--- THE INPUT ---
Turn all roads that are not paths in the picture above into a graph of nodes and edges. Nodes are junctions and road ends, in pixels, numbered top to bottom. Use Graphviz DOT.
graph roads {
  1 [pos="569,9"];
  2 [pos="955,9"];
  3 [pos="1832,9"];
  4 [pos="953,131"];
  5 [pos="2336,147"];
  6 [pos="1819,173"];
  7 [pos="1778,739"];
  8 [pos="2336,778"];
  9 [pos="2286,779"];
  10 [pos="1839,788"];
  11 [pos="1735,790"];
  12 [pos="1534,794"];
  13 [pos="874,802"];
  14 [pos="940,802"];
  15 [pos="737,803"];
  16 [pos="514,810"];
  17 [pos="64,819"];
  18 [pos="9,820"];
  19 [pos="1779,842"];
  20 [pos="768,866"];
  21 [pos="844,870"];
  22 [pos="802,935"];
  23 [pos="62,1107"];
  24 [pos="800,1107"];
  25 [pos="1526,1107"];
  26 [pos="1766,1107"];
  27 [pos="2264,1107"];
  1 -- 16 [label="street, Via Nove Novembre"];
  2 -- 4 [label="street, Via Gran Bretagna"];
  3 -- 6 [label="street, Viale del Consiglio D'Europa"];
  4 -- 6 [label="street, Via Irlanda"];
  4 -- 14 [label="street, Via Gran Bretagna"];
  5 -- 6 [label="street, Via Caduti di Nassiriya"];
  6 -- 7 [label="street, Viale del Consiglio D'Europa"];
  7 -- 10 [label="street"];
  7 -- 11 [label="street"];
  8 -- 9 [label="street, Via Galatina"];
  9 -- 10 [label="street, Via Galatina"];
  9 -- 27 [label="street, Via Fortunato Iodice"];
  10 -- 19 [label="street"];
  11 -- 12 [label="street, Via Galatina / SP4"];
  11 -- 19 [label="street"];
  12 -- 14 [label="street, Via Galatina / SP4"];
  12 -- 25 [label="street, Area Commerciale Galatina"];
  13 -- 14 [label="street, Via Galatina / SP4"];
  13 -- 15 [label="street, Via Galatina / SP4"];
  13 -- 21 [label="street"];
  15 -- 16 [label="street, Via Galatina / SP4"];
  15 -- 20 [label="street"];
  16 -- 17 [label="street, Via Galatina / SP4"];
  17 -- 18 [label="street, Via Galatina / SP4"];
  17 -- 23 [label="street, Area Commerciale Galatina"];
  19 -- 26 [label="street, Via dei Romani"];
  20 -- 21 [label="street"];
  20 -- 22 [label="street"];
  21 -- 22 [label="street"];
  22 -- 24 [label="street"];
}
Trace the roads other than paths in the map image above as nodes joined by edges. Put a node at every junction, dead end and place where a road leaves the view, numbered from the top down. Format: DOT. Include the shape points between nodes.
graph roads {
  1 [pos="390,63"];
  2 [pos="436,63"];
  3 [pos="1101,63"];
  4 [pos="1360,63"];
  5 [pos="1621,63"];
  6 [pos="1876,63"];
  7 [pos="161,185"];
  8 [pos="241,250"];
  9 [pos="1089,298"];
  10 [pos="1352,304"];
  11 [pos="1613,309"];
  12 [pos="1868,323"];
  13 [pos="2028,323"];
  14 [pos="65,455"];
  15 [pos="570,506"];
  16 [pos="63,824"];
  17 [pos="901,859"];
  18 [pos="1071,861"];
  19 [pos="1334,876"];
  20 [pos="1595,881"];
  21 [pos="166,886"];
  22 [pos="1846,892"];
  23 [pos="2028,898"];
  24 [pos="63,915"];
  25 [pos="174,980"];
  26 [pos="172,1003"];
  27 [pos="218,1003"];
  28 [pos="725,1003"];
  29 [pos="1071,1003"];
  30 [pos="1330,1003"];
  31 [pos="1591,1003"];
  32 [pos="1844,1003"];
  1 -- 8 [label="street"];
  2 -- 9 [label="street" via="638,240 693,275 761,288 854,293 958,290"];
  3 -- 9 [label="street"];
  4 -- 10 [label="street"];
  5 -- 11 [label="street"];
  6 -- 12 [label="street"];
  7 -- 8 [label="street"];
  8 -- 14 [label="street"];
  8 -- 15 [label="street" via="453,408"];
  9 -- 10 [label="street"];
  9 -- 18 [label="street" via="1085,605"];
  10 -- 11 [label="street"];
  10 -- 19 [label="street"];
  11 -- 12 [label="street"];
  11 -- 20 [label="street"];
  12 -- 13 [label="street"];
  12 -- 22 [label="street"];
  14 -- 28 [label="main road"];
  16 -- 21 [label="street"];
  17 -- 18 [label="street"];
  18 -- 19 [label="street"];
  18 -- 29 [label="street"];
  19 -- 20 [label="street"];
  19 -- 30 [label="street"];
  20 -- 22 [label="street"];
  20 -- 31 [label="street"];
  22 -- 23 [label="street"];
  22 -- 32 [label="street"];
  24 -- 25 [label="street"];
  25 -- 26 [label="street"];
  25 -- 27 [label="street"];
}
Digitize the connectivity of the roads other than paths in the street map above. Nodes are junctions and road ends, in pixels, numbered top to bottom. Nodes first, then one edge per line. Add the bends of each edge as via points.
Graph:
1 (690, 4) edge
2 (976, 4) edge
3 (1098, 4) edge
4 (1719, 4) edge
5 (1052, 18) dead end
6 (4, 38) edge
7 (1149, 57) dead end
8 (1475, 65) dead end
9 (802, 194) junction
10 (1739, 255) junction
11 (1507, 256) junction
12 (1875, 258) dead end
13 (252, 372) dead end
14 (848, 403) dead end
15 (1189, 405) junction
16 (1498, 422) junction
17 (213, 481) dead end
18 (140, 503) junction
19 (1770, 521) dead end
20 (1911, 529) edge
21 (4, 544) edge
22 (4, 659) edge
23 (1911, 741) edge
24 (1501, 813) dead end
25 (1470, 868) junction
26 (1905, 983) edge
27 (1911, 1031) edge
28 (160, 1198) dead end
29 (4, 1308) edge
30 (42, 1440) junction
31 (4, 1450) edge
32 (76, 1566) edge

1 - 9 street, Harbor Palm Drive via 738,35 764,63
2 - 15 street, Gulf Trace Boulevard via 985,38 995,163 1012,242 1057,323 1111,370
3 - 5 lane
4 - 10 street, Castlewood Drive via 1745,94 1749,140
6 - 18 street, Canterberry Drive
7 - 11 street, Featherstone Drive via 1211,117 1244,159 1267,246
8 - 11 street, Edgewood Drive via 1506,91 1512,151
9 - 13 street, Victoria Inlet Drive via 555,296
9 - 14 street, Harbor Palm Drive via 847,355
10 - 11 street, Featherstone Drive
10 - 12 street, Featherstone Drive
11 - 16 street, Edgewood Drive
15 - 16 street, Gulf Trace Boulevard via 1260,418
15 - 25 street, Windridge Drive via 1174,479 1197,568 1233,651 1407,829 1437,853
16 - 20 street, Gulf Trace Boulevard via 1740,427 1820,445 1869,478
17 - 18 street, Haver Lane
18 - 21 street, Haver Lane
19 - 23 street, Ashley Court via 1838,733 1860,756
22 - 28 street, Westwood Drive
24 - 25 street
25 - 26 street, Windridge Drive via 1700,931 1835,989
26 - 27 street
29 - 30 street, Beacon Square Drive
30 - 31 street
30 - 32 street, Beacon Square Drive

--- PROBLEM STATEMENT ---
Find the lines in the entries above where "Windridge" occurs, and copy each of them.

--- EXPECTED ANSWER ---
15 - 25 street, Windridge Drive via 1174,479 1197,568 1233,651 1407,829 1437,853
25 - 26 street, Windridge Drive via 1700,931 1835,989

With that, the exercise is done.